A 2,000-gigawatt traffic jam
The clearest measure of the problem sits in federal energy data. The U.S. Federal Energy Regulatory Commission has documented over 10,000 active interconnection requests representing more than 2,000 gigawatts of proposed generation capacity. These are applications from power plants, solar farms, battery storage facilities, and other generators seeking permission to connect to the transmission grid. Each one represents energy that someone wants to deliver but cannot, because the queue for grid studies and upgrades has grown far faster than regulators and utilities can process it.
That 2,000-gigawatt figure is not a forecast. It reflects projects already filed and waiting. For perspective, total installed U.S. generation capacity sits near 1,300 gigawatts, according to the U.S. Energy Information Administration. The queue holds roughly 1.5 times the nation’s entire existing power supply, yet completion rates for queued projects have historically been dismal. Lawrence Berkeley National Laboratory tracks these patterns through its Queued Up dataset, which shows that a large share of proposed plants withdraw before ever reaching operation. The gap between filed capacity and delivered capacity is where AI chip production timelines collide with physical reality.
FERC has acknowledged the severity of the situation and finalized a rule to reform the interconnection process. In its own explanation of the new framework, the commission notes that the backlog has “grown dramatically,” driven in part by surging demand from data centers and technology companies that need reliable, large-scale power for AI training and inference workloads. New semiconductor fabs, which consume enormous amounts of electricity to run cleanrooms, extreme ultraviolet lithography tools, and cooling systems, are stuck in the same queue as every other industrial power consumer.

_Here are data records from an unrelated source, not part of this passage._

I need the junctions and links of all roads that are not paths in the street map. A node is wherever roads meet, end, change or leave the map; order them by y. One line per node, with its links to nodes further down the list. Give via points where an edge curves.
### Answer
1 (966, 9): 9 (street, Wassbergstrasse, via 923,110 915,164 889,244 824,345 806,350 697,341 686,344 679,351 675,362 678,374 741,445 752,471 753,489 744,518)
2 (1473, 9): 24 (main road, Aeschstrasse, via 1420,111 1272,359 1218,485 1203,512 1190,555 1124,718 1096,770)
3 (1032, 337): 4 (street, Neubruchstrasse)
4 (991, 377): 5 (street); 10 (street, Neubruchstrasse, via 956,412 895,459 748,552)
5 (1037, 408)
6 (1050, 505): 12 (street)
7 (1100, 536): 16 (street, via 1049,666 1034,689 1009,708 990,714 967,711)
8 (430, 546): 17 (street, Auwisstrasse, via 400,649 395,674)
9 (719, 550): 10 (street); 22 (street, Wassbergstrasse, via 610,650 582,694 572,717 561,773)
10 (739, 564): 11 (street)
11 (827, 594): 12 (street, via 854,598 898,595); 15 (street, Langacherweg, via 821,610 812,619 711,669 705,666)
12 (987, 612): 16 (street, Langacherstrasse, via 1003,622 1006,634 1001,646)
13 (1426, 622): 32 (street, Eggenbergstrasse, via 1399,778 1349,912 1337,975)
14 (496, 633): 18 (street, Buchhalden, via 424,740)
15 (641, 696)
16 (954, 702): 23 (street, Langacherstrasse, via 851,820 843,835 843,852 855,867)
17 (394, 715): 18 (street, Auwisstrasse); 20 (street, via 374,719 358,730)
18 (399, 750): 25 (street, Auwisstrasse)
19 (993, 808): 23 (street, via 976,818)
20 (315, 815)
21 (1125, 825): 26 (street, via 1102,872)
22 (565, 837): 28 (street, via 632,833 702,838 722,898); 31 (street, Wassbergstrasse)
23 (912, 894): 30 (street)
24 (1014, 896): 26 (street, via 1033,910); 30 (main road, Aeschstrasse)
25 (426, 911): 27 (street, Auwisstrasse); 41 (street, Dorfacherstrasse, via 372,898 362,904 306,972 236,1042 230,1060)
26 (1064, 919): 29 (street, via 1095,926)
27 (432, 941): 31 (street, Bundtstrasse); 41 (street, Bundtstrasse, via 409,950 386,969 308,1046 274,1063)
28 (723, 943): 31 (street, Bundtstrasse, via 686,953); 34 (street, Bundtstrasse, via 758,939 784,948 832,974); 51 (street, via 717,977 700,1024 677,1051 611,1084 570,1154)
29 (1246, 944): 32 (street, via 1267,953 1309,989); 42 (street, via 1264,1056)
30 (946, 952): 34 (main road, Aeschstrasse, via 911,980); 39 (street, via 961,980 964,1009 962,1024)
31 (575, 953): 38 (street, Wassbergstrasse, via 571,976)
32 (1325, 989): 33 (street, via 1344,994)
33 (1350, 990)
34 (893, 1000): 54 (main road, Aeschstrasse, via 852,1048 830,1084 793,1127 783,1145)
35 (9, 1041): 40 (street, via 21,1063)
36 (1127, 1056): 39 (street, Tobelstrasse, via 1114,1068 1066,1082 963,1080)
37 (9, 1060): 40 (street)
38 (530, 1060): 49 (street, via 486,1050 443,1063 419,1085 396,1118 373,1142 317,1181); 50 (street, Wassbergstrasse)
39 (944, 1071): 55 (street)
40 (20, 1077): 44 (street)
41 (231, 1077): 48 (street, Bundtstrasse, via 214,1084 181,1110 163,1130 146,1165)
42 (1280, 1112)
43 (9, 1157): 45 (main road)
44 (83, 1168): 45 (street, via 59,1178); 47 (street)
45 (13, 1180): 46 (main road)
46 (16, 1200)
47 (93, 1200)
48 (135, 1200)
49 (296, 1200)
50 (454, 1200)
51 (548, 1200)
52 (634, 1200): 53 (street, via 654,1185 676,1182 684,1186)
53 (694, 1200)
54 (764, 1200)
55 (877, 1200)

Grid delays hit chip factories and data centers alike
The practical consequences are blunt. A chip fabrication plant planned for a region without adequate grid capacity must either wait years for a new substation and transmission line or pay steep premiums for existing power contracts. Data centers that train and run AI models face the same squeeze. Both types of facilities demand not just large volumes of electricity but extremely reliable supply. Even brief outages can ruin semiconductor wafers mid-process or interrupt weeks of model training, losses that can run into the tens of millions of dollars.
FERC’s interconnection reform aims to speed approvals by clustering study requests and imposing stricter readiness requirements on applicants, thinning out speculative filings so viable projects move forward faster. But even optimistic timelines for implementation stretch across multiple years, and the sheer volume of pending requests means meaningful relief will arrive gradually.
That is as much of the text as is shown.